Reichenbach (1947:§51) proposed that English tenses encode three temporal coordinates: speech time (S), event time (E), and reference time (R). For simple tenses, E and R are equated; present tense equates S with R, yielding 1.

(1) E = R = S

Research in the last thirty years has explored how these coordinates factor into the composition of verb phrases, viewpoint aspect, and tense. According to one influential view, outlined in 2–4 below, tense contributes a relation between R and S, while E and R are related by aspect; the E-R relation is independent of tense (Kamp & Rohrer 1983; see also Klein 1994, Smith 1997, Kratzer 1998).1

(2) Verb phrase encodes E.

(3) Aspect combines with 2 to relate E and R as follows: if perfective: E ⊆ R; if progressive: R ⊆ E; if perfect: E < R.

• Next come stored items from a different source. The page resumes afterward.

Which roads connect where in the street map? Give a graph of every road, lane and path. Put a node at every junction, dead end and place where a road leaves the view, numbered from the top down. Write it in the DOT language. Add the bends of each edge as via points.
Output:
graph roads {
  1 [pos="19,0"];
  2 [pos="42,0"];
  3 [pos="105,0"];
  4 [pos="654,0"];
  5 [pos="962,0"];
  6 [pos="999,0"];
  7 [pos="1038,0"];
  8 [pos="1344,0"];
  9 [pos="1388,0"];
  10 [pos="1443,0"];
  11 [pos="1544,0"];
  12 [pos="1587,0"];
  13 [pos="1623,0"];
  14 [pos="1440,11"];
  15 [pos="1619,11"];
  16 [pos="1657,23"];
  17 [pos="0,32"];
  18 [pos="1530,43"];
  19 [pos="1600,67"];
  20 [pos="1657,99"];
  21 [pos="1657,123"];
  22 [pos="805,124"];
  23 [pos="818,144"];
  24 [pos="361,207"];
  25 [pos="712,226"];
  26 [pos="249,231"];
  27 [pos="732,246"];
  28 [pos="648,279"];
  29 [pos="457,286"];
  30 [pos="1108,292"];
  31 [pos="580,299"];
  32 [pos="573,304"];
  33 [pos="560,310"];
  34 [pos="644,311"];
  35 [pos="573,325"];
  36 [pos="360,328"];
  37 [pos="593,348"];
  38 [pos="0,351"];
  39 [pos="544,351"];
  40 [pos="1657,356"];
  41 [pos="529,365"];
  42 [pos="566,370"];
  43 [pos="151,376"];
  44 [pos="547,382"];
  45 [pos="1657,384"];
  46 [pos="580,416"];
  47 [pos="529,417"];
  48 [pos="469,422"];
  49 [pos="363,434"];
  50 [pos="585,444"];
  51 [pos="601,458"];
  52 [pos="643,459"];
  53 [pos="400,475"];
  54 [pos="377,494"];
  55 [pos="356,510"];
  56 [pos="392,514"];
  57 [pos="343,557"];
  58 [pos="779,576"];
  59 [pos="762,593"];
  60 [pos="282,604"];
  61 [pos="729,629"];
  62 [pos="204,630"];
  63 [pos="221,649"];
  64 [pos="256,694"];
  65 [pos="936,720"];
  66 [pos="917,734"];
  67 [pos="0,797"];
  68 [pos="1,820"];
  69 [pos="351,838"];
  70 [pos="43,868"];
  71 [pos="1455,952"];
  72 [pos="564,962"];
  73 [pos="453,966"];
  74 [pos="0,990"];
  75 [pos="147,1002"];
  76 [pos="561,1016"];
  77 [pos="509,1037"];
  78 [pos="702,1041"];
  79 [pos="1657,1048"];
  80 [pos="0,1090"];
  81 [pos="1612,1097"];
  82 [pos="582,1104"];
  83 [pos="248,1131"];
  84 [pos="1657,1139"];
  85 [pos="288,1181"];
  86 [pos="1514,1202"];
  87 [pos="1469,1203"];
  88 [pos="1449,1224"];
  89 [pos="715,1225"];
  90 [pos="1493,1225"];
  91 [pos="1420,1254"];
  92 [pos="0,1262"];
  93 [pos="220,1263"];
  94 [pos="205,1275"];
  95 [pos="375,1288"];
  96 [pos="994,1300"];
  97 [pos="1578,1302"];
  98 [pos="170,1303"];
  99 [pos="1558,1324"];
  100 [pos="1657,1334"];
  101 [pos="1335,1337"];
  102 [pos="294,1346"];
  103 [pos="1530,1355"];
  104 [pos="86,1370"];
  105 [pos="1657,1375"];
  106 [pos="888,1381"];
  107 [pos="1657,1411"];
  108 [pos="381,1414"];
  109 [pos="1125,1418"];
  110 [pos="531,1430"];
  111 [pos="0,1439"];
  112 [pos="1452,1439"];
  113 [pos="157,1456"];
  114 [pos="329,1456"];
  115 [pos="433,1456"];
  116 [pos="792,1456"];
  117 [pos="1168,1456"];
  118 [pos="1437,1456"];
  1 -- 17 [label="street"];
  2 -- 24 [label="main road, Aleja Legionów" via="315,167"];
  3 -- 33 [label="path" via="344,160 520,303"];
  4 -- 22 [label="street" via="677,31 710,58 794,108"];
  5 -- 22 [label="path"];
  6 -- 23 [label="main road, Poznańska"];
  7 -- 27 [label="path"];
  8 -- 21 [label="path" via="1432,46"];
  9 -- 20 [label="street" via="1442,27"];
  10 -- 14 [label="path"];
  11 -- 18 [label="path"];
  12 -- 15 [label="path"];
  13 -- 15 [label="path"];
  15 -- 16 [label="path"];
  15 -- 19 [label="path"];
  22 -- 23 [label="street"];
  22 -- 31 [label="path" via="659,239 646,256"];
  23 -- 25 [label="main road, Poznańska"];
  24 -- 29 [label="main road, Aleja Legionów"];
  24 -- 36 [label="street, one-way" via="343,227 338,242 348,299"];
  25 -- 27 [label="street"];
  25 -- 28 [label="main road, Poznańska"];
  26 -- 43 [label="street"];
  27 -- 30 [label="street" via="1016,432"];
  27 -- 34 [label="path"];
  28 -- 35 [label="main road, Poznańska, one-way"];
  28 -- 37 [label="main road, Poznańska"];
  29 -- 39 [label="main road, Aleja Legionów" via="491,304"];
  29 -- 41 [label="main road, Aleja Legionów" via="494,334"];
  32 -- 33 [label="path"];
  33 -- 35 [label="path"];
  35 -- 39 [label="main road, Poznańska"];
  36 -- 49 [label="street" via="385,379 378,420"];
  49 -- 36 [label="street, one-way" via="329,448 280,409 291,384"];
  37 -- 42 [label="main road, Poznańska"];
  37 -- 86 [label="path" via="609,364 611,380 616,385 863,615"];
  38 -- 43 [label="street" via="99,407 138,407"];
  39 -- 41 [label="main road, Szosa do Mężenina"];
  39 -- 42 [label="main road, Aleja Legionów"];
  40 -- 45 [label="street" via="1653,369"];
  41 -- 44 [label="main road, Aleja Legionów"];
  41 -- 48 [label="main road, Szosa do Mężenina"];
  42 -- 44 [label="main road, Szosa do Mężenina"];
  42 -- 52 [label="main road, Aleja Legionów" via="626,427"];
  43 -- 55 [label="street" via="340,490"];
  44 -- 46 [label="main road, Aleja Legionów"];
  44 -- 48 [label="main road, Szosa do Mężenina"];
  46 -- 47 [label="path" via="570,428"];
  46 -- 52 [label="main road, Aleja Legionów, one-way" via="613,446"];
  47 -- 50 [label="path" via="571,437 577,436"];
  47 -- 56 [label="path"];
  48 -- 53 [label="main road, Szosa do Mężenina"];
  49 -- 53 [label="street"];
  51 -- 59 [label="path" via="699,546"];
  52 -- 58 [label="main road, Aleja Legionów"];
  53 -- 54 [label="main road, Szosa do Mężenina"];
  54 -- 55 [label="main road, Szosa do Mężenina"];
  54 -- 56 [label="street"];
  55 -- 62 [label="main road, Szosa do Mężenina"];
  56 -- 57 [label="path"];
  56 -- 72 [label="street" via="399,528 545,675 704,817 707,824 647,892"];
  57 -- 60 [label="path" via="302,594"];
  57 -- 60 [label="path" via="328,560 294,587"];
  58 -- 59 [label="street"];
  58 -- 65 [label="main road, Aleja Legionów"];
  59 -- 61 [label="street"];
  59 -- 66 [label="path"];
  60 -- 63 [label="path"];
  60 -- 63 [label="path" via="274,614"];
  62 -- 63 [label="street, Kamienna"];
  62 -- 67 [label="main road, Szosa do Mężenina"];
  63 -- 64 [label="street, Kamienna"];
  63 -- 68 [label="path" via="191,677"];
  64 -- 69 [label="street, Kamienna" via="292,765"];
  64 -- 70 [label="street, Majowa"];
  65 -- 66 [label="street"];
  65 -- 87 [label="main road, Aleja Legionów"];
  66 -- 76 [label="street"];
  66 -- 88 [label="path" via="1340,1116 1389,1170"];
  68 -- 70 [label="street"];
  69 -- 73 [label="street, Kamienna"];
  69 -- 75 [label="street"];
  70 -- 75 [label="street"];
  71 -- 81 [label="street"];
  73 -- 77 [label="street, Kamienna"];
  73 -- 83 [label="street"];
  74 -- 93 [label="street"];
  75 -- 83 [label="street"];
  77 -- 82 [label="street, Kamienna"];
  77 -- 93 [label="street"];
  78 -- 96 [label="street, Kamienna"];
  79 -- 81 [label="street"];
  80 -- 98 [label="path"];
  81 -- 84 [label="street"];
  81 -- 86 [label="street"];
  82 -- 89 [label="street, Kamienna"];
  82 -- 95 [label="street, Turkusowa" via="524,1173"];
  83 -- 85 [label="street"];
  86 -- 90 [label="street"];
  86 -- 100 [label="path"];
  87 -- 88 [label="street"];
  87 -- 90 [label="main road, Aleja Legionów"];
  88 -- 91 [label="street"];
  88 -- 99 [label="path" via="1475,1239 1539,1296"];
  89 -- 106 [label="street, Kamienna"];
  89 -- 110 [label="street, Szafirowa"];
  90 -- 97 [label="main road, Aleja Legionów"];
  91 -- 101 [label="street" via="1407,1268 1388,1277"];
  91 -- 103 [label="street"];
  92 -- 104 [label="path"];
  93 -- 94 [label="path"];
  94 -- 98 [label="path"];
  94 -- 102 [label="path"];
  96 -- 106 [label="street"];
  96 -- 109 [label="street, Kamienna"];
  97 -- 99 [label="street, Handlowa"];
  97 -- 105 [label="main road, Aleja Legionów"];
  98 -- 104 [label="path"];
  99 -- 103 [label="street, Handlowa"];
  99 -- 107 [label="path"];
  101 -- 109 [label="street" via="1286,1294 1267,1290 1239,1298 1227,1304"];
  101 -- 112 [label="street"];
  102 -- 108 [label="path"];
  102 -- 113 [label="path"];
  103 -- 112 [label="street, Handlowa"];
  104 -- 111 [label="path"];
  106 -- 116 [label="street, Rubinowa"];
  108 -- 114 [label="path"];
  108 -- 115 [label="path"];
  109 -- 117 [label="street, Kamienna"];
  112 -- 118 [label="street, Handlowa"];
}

(4) Present tense combines with 2 and 3 to relate R and S as follows: R = S.

Applying 2 to 5, the verb phrase sees encodes the seeing event. Assuming that 5 exemplifies the imperfective aspect, 3 requires the seeing to temporally contain R, which, given 4, is S. In this way we correctly predict that the seeing held throughout S.

(5) Ava sees the ball. [End Page 471]

Astrid De Wit’s book refutes the view that the E-R relation is independent of tense in English. It retains the view in 1 that the English present tense equates all three coordinates, with one crucial caveat: the ‘E = R’ condition is claimed to be perfective.2 That is, in English, presentness and perfectivity are two sides of the same coin. While there is precedence for seeing tense as being aspectual (e.g. de Swart 1998, Michaelis 2011), the view that the English present is perfective is a striking hypothesis.

This hypothesis is tailored to account for the temporal profile of performatives, as in 6 below.3 Applied to 6, it correctly predicts that the described apology is instantiated throughout the speech time. It also makes the correct prediction for present statives like in 5 above: the described perception is correctly predicted to hold throughout the speech time.4

(6) I apologize.

One question that arises is why, in many languages, the combination of perfective morphology with a stative verb yields an inchoative reading (e.g. ‘learn’ is the perfective counterpart of ‘know’ in Russian), but not in English. In other words, if the English present is perfective, why doesn’t 5 mean something like ‘Ava has noticed the ball’? DW does not address this question, but let us assume that the perfective in English is unique. After all, perfectives differ crosslinguistically (Altshuler 2014).5 With this assumption in mind, let us ask how 1 applies to 7 and 8.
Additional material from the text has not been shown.